►

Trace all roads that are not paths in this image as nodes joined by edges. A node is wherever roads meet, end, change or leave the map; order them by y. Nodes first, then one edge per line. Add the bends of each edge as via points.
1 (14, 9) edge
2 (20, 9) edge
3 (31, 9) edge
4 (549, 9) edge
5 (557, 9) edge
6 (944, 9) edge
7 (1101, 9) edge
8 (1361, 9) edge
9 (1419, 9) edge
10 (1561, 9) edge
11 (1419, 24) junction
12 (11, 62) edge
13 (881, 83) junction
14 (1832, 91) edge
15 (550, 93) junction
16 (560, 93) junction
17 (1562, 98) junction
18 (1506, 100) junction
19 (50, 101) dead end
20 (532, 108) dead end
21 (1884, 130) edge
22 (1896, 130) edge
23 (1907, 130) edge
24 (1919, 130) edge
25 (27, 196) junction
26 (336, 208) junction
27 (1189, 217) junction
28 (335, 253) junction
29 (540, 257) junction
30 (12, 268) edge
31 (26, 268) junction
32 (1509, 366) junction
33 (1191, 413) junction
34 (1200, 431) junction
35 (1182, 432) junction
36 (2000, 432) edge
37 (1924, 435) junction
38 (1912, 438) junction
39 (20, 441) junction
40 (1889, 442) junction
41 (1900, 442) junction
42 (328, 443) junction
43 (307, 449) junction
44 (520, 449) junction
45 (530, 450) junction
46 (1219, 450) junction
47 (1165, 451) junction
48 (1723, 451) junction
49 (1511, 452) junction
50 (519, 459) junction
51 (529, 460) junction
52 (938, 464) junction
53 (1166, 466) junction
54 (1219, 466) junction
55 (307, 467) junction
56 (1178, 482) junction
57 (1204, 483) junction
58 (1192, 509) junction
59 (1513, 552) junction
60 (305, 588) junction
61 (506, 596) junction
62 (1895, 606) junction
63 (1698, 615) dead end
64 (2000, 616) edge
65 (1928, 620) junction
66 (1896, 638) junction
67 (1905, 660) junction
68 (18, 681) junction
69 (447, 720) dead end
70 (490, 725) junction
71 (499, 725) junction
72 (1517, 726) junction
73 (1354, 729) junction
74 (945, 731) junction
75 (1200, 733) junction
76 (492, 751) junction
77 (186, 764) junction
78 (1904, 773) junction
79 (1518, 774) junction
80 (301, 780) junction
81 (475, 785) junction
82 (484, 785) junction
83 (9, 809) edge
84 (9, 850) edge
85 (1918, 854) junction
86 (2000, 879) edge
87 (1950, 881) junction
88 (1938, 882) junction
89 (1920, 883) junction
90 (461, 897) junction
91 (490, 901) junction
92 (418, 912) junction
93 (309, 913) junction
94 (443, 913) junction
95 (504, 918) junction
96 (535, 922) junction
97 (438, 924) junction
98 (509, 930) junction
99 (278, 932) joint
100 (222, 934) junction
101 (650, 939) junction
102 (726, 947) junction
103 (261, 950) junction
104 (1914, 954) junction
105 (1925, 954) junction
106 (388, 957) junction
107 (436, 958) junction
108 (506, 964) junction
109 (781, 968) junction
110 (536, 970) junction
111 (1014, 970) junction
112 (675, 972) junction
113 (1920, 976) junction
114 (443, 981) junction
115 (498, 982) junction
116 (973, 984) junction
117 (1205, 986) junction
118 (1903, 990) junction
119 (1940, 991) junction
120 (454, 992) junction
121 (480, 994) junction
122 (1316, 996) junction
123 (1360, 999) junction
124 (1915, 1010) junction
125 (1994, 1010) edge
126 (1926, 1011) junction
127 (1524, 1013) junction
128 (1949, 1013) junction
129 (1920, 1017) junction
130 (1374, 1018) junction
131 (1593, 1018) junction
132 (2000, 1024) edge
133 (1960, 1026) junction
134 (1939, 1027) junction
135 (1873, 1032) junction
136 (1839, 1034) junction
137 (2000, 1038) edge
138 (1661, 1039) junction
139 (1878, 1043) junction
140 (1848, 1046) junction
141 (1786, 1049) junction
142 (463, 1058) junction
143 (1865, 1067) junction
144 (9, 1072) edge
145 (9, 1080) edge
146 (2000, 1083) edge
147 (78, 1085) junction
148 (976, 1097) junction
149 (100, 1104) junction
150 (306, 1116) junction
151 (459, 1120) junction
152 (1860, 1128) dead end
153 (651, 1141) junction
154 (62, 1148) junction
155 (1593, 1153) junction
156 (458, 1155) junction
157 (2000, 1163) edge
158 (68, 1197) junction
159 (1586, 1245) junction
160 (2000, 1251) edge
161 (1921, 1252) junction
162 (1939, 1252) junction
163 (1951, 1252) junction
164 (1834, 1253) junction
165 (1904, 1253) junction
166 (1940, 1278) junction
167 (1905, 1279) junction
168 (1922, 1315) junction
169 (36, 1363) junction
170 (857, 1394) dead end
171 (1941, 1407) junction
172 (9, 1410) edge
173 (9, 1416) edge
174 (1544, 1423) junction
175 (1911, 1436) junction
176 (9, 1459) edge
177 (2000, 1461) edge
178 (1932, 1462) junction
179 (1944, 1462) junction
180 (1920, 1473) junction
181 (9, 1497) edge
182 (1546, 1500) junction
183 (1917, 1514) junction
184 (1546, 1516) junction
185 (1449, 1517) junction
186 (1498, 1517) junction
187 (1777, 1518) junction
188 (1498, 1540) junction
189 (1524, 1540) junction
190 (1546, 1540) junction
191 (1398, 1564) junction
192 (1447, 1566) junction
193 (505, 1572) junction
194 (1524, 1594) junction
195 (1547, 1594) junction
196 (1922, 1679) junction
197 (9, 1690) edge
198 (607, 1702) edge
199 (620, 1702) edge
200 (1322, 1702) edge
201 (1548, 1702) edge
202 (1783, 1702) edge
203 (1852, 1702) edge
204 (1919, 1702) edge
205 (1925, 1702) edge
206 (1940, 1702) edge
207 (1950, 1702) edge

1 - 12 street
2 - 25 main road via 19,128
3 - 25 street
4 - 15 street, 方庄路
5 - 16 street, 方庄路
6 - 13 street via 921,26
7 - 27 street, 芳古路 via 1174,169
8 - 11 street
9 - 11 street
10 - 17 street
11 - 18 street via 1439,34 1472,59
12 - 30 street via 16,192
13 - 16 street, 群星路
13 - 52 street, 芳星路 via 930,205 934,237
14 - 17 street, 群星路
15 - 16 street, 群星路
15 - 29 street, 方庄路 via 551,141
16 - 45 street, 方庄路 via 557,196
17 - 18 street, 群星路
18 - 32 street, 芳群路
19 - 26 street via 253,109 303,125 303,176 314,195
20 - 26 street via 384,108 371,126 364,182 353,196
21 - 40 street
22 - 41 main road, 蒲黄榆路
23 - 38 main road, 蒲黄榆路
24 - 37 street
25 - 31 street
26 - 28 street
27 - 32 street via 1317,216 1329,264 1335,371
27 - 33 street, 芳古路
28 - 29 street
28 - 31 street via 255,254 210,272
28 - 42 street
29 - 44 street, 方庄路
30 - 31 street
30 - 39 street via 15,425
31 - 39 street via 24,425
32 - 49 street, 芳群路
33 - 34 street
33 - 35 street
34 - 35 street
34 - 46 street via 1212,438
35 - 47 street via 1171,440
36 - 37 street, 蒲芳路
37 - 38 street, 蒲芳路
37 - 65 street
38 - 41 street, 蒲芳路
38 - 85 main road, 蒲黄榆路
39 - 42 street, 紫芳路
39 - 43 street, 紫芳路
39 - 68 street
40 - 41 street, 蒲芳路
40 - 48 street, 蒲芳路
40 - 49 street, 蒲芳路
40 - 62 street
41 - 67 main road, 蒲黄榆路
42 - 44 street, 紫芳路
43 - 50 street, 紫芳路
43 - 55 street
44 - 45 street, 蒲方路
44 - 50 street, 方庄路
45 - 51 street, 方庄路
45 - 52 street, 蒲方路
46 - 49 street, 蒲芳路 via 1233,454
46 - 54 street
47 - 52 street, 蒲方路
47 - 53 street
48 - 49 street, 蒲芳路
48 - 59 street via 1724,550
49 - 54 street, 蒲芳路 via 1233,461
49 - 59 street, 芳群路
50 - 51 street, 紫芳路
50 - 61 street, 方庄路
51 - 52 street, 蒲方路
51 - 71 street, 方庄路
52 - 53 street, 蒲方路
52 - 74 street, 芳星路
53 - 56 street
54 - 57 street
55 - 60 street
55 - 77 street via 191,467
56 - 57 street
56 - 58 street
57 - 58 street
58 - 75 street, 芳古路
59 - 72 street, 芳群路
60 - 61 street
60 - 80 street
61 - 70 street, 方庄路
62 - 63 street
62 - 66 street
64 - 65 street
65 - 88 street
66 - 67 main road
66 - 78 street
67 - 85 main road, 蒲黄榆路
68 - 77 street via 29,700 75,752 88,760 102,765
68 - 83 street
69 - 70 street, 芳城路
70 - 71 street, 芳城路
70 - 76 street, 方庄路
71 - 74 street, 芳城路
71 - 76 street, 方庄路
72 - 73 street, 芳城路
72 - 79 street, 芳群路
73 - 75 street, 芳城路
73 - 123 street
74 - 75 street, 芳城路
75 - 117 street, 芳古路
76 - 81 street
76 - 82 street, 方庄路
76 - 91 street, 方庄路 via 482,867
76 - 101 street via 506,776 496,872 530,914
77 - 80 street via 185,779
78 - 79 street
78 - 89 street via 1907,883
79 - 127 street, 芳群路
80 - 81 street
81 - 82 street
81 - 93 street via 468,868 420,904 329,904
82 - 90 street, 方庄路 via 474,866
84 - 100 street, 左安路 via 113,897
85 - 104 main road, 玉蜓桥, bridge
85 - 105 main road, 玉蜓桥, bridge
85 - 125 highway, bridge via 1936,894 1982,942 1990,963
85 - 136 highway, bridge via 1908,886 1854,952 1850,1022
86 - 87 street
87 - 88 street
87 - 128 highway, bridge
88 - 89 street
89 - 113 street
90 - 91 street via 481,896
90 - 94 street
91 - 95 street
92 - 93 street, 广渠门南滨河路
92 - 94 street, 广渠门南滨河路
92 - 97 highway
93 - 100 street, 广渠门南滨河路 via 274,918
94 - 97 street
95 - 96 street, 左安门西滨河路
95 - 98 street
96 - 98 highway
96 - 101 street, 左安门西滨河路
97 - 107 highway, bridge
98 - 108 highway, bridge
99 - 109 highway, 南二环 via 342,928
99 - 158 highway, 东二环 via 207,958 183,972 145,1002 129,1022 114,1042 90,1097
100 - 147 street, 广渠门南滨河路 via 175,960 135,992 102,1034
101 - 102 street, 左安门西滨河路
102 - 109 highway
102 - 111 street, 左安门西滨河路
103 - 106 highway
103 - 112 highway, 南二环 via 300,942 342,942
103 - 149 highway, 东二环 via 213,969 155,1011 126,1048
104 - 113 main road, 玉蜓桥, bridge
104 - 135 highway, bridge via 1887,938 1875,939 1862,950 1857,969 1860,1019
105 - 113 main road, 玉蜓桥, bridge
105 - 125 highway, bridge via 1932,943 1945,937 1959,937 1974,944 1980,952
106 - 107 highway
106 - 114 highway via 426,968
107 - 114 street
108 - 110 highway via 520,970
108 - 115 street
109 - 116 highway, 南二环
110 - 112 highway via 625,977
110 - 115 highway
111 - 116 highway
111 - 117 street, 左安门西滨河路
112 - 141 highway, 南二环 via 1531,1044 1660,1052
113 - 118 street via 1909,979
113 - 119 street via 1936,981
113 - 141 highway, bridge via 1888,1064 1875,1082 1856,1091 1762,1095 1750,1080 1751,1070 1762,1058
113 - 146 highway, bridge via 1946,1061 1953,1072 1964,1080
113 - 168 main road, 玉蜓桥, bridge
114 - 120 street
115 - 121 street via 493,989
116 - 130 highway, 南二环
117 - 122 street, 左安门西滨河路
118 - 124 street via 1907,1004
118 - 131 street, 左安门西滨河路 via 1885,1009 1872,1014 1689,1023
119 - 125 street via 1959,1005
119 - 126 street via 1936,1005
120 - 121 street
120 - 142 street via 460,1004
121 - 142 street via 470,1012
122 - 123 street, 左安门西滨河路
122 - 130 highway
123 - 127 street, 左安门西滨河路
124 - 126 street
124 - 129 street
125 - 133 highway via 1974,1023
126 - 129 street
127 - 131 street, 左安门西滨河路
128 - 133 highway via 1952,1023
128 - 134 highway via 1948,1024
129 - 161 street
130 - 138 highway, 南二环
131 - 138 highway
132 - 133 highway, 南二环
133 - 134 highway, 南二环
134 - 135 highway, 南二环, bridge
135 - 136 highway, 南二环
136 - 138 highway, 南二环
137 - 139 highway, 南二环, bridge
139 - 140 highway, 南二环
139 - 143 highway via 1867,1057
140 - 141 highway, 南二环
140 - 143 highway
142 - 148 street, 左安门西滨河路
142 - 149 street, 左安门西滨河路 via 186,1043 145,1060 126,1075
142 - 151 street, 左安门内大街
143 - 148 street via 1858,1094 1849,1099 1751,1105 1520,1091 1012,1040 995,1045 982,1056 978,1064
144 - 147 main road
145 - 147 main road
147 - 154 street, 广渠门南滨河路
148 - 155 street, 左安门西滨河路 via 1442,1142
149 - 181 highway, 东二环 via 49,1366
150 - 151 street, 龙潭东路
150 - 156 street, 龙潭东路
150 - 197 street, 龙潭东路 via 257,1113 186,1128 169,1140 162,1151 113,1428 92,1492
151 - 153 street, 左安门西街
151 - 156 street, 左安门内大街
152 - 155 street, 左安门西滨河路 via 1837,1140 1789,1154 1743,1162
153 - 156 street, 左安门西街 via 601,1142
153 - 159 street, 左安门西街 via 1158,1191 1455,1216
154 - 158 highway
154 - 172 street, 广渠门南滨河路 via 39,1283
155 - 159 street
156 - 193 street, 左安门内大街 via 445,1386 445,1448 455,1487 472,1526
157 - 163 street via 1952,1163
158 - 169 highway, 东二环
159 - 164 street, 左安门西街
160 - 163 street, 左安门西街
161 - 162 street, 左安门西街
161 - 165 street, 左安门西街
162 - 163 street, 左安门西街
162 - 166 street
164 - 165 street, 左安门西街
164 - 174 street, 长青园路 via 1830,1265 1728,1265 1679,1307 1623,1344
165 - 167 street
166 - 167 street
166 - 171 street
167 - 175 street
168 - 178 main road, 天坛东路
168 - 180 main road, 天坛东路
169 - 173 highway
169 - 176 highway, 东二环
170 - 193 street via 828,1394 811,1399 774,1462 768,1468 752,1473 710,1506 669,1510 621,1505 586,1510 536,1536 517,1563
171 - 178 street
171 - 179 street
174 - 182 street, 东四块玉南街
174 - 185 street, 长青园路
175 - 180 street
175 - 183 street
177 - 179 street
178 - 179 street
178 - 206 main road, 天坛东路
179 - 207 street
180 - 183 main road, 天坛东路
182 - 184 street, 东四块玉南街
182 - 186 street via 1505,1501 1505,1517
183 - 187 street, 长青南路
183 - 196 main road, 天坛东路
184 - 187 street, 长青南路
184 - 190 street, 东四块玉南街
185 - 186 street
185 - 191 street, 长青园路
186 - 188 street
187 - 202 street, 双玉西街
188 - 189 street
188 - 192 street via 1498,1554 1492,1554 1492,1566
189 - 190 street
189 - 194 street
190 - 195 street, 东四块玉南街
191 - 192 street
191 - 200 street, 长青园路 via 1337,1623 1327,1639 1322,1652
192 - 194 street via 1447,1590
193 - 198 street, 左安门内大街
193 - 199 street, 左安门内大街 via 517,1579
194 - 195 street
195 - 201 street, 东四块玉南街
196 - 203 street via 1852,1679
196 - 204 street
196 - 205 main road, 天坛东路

◄

- **TASK TO CARRY OUT**
Find each line above that contains "左安门内大街", and copy those lines.

- **SOLUTION FOR THIS TASK**
142 - 151 street, 左安门内大街
151 - 156 street, 左安门内大街
156 - 193 street, 左安门内大街 via 445,1386 445,1448 455,1487 472,1526
193 - 198 street, 左安门内大街
193 - 199 street, 左安门内大街 via 517,1579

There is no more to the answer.